[Start of Attachment]

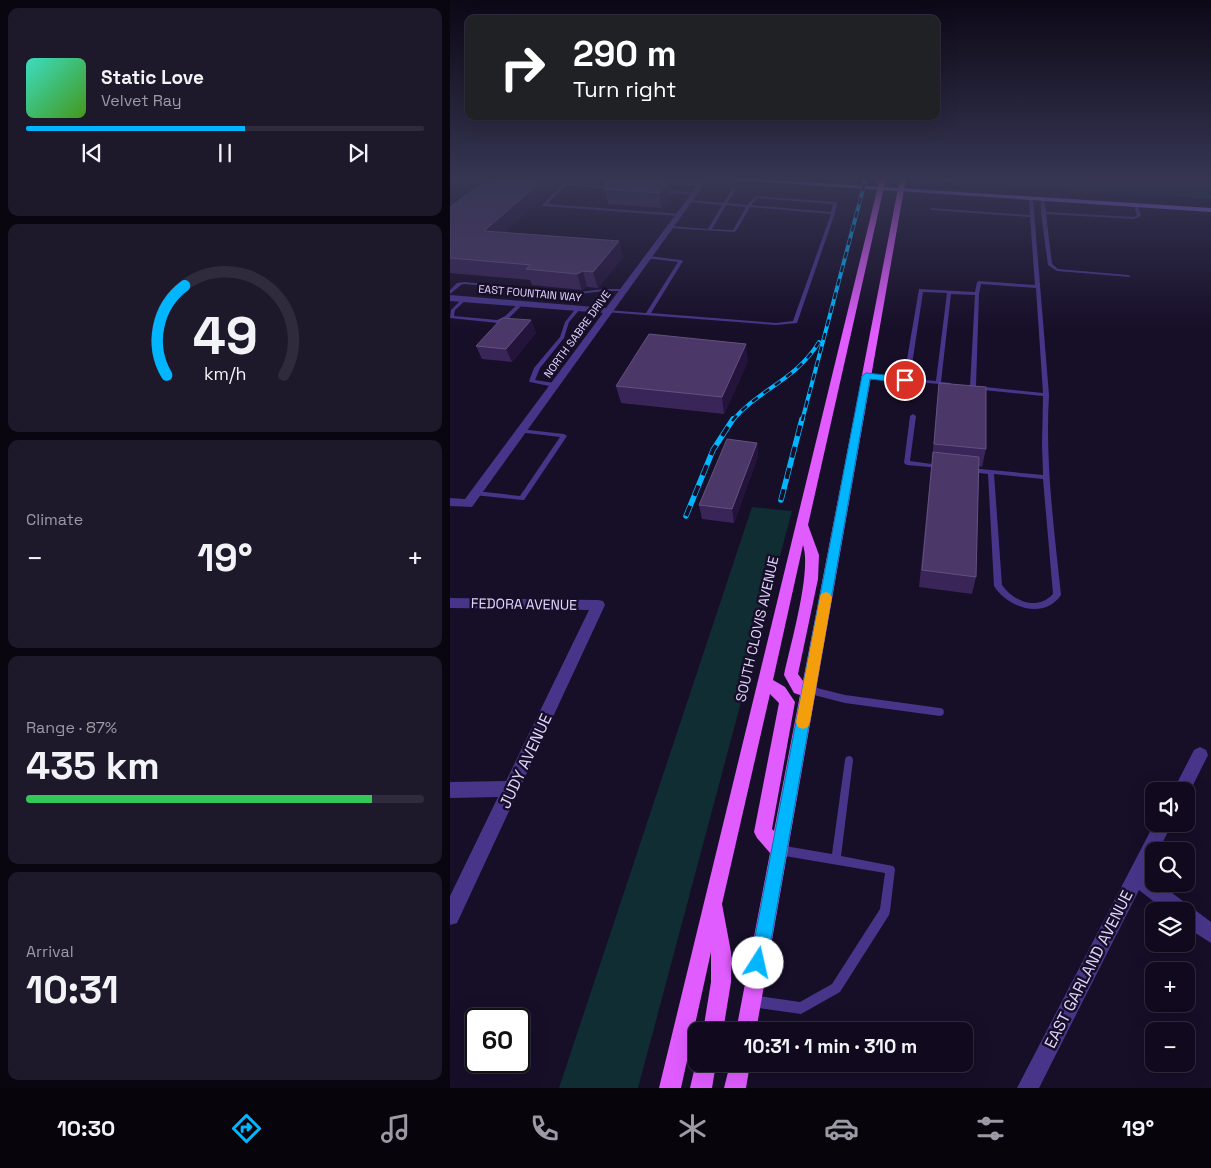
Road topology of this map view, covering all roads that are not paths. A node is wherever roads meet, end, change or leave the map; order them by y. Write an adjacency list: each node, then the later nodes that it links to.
1 (669, 229): 10 (street, NORTH SABRE DRIVE)
2 (693, 229): 9 (lane)
3 (735, 229): 9 (lane)
4 (828, 229): 21 (lane)
5 (871, 229): 38 (main road, SOUTH CLOVIS AVENUE)
6 (894, 229): 23 (main road)
7 (1033, 229): 12 (lane)
8 (1045, 229): 11 (lane)
9 (709, 230)
10 (648, 257): 13 (street, NORTH SABRE DRIVE); 21 (lane)
11 (1128, 276)
12 (1037, 286): 15 (lane); 29 (lane)
13 (623, 290): 16 (lane); 20 (street, NORTH SABRE DRIVE)
14 (949, 292): 15 (lane); 22 (lane); 24 (lane)
15 (977, 294): 28 (lane)
16 (451, 298): 17 (street, EAST FOUNTAIN WAY)
17 (465, 299): 18 (street, EAST FOUNTAIN WAY); 18 (lane)
18 (521, 304): 19 (street, EAST FOUNTAIN WAY)
19 (579, 308): 20 (street, EAST FOUNTAIN WAY); 25 (lane)
20 (607, 311): 21 (lane); 25 (street, NORTH SABRE DRIVE)
21 (648, 314)
22 (908, 371)
23 (866, 376): 24 (lane); 42 (main road)
24 (938, 383): 26 (lane)
25 (554, 385): 31 (street, NORTH SABRE DRIVE)
26 (956, 385)
27 (965, 386): 28 (lane)
28 (973, 387): 29 (lane)
29 (1046, 395): 35 (lane)
30 (913, 416): 32 (lane)
31 (520, 431): 36 (street, NORTH SABRE DRIVE); 36 (lane)
32 (944, 467)
33 (963, 469): 34 (lane)
34 (991, 472): 35 (lane); 35 (lane)
35 (1047, 477)
36 (476, 493): 37 (street, NORTH SABRE DRIVE)
37 (450, 502)
38 (802, 525): 41 (main road, SOUTH CLOVIS AVENUE); 42 (main road)
39 (450, 603): 40 (street, FEDORA AVENUE)
40 (598, 605): 47 (street, JUDY AVENUE)
41 (765, 683): 50 (main road); 53 (main road, SOUTH CLOVIS AVENUE)
42 (808, 690): 43 (lane); 50 (main road)
43 (940, 712)
44 (1200, 755): 46 (street)
45 (849, 760): 51 (lane)
46 (1186, 782)
47 (512, 789): 48 (street); 55 (street, JUDY AVENUE)
48 (450, 790)
49 (1159, 832): 52 (street, EAST GARLAND AVENUE)
50 (779, 850): 51 (lane); 58 (main road)
51 (836, 860): 58 (lane)
52 (1134, 876): 54 (street); 66 (street, EAST GARLAND AVENUE)
53 (714, 901): 59 (main road); 63 (main road, SOUTH CLOVIS AVENUE)
54 (1169, 902)
55 (450, 916)
56 (1195, 922): 57 (street)
57 (1211, 934)
58 (752, 1001): 60 (main road)
59 (713, 1022)
60 (748, 1022)
61 (704, 1072): 64 (main road)
62 (738, 1072): 65 (main road)
63 (670, 1088)
64 (701, 1088)
65 (735, 1088)
66 (1028, 1088)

[End of Attachment]

* _Work to be completed_: Looking at the entries above, count the lines that hold the string "AVENUE" and reply with the count alone.

* _Answer to the problem_: 9